- [About this exercise]
Exclude the pictures, then restate every entry below exactly.
=== Section Start ===
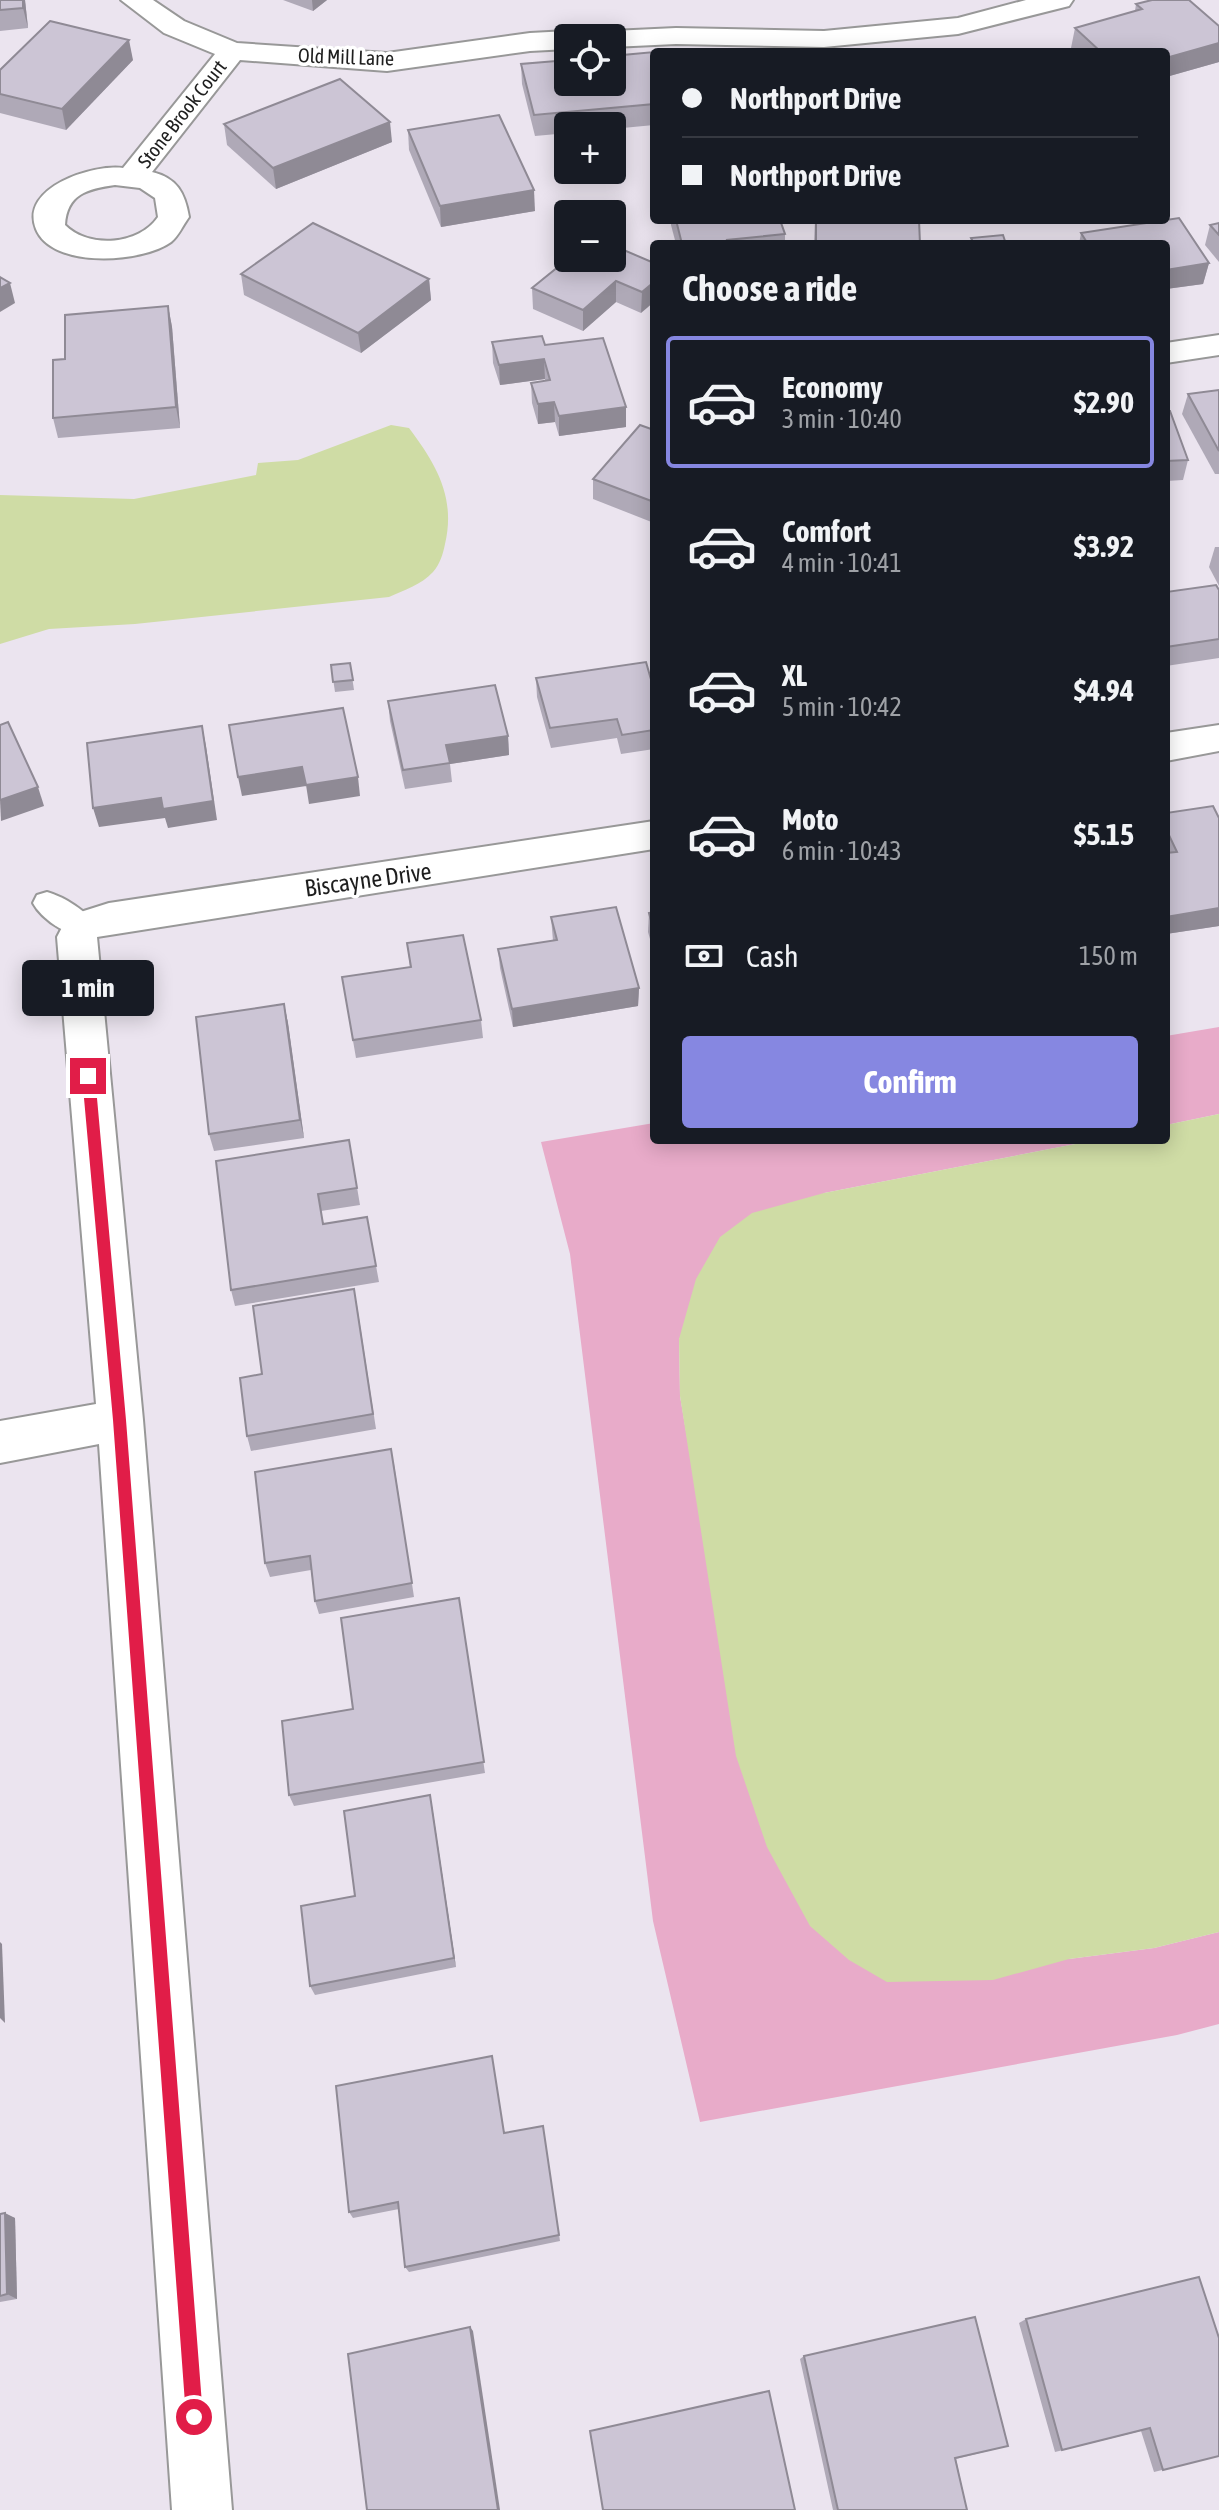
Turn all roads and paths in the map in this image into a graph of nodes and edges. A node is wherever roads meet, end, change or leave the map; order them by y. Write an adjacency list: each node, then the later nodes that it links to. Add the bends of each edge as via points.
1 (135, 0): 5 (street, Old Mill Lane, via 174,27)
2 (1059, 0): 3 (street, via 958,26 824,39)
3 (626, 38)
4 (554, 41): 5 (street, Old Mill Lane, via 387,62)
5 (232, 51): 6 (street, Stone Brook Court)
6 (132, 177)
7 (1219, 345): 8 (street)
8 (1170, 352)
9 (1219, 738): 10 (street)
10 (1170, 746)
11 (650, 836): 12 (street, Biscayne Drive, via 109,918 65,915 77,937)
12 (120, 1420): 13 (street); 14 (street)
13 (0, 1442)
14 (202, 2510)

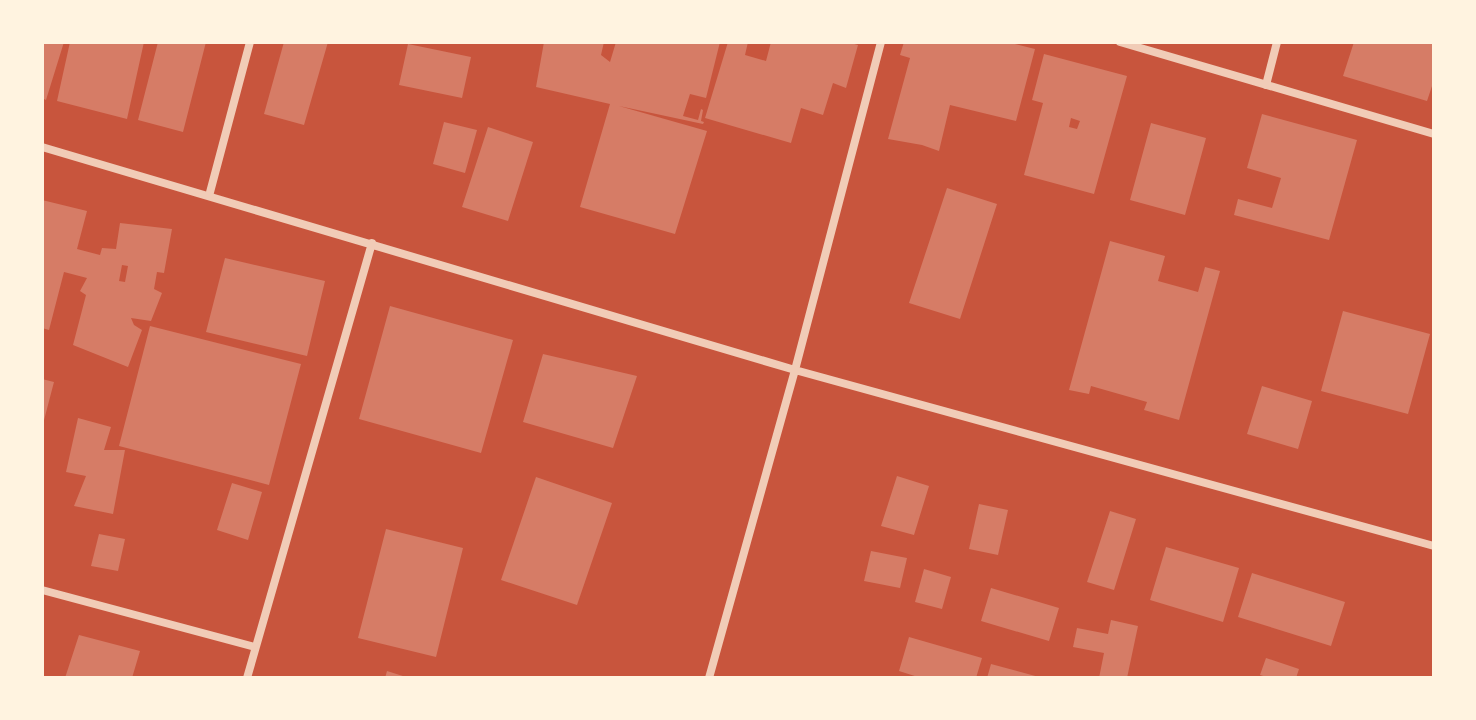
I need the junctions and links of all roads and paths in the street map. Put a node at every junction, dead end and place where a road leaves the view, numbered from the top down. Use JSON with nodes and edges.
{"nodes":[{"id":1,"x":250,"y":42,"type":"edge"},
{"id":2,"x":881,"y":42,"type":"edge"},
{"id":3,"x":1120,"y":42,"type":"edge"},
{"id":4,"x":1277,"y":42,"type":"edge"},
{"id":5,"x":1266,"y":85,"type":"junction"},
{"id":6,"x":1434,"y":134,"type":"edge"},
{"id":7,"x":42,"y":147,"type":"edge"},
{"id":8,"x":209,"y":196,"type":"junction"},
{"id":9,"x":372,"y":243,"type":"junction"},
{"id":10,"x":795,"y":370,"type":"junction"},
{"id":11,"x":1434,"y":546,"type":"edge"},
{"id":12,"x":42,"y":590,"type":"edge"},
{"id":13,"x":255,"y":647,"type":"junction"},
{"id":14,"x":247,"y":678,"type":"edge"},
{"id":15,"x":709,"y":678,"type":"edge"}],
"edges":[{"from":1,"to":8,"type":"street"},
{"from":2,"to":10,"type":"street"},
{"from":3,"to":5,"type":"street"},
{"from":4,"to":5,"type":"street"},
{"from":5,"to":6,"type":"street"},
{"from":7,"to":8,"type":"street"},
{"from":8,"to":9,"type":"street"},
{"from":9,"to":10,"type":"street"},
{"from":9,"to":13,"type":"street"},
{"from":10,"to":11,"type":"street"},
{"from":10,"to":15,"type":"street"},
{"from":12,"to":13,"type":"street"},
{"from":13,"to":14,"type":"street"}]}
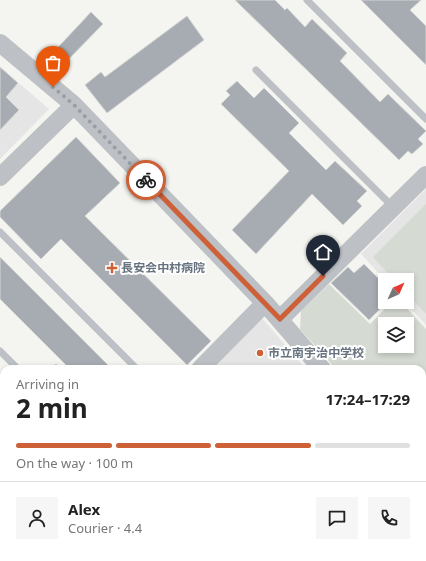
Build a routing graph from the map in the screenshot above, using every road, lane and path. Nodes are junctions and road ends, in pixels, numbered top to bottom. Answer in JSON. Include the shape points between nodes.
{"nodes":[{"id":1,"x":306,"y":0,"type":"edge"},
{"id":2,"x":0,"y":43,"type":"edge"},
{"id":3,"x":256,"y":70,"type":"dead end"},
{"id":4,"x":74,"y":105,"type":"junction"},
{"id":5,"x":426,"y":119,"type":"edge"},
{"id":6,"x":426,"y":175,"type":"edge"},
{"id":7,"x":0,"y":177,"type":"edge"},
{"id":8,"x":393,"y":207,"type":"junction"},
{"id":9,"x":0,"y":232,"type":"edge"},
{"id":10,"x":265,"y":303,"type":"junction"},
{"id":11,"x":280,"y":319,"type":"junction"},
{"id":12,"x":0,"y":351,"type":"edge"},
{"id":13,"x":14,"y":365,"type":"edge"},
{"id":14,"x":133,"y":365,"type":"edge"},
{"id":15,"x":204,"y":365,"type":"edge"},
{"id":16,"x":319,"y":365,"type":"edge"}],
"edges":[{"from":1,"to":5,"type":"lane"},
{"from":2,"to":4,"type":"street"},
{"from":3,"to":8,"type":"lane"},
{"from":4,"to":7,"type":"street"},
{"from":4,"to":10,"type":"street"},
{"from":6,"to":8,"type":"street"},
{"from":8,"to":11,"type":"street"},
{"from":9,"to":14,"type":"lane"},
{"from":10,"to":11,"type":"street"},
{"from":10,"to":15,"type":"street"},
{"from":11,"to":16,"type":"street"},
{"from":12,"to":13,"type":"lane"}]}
=== Section End ===
- [Problem solution]
Turn all roads and paths in the map in this image into a graph of nodes and edges. A node is wherever roads meet, end, change or leave the map; order them by y. Write an adjacency list: each node, then the later nodes that it links to. Add the bends of each edge as via points.
1 (135, 0): 5 (street, Old Mill Lane, via 174,27)
2 (1059, 0): 3 (street, via 958,26 824,39)
3 (626, 38)
4 (554, 41): 5 (street, Old Mill Lane, via 387,62)
5 (232, 51): 6 (street, Stone Brook Court)
6 (132, 177)
7 (1219, 345): 8 (street)
8 (1170, 352)
9 (1219, 738): 10 (street)
10 (1170, 746)
11 (650, 836): 12 (street, Biscayne Drive, via 109,918 65,915 77,937)
12 (120, 1420): 13 (street); 14 (street)
13 (0, 1442)
14 (202, 2510)

I need the junctions and links of all roads and paths in the street map. Put a node at every junction, dead end and place where a road leaves the view, numbered from the top down. Use JSON with nodes and edges.
{"nodes":[{"id":1,"x":250,"y":42,"type":"edge"},
{"id":2,"x":881,"y":42,"type":"edge"},
{"id":3,"x":1120,"y":42,"type":"edge"},
{"id":4,"x":1277,"y":42,"type":"edge"},
{"id":5,"x":1266,"y":85,"type":"junction"},
{"id":6,"x":1434,"y":134,"type":"edge"},
{"id":7,"x":42,"y":147,"type":"edge"},
{"id":8,"x":209,"y":196,"type":"junction"},
{"id":9,"x":372,"y":243,"type":"junction"},
{"id":10,"x":795,"y":370,"type":"junction"},
{"id":11,"x":1434,"y":546,"type":"edge"},
{"id":12,"x":42,"y":590,"type":"edge"},
{"id":13,"x":255,"y":647,"type":"junction"},
{"id":14,"x":247,"y":678,"type":"edge"},
{"id":15,"x":709,"y":678,"type":"edge"}],
"edges":[{"from":1,"to":8,"type":"street"},
{"from":2,"to":10,"type":"street"},
{"from":3,"to":5,"type":"street"},
{"from":4,"to":5,"type":"street"},
{"from":5,"to":6,"type":"street"},
{"from":7,"to":8,"type":"street"},
{"from":8,"to":9,"type":"street"},
{"from":9,"to":10,"type":"street"},
{"from":9,"to":13,"type":"street"},
{"from":10,"to":11,"type":"street"},
{"from":10,"to":15,"type":"street"},
{"from":12,"to":13,"type":"street"},
{"from":13,"to":14,"type":"street"}]}
Build a routing graph from the map in the screenshot above, using every road, lane and path. Nodes are junctions and road ends, in pixels, numbered top to bottom. Answer in JSON. Include the shape points between nodes.
{"nodes":[{"id":1,"x":306,"y":0,"type":"edge"},
{"id":2,"x":0,"y":43,"type":"edge"},
{"id":3,"x":256,"y":70,"type":"dead end"},
{"id":4,"x":74,"y":105,"type":"junction"},
{"id":5,"x":426,"y":119,"type":"edge"},
{"id":6,"x":426,"y":175,"type":"edge"},
{"id":7,"x":0,"y":177,"type":"edge"},
{"id":8,"x":393,"y":207,"type":"junction"},
{"id":9,"x":0,"y":232,"type":"edge"},
{"id":10,"x":265,"y":303,"type":"junction"},
{"id":11,"x":280,"y":319,"type":"junction"},
{"id":12,"x":0,"y":351,"type":"edge"},
{"id":13,"x":14,"y":365,"type":"edge"},
{"id":14,"x":133,"y":365,"type":"edge"},
{"id":15,"x":204,"y":365,"type":"edge"},
{"id":16,"x":319,"y":365,"type":"edge"}],
"edges":[{"from":1,"to":5,"type":"lane"},
{"from":2,"to":4,"type":"street"},
{"from":3,"to":8,"type":"lane"},
{"from":4,"to":7,"type":"street"},
{"from":4,"to":10,"type":"street"},
{"from":6,"to":8,"type":"street"},
{"from":8,"to":11,"type":"street"},
{"from":9,"to":14,"type":"lane"},
{"from":10,"to":11,"type":"street"},
{"from":10,"to":15,"type":"street"},
{"from":11,"to":16,"type":"street"},
{"from":12,"to":13,"type":"lane"}]}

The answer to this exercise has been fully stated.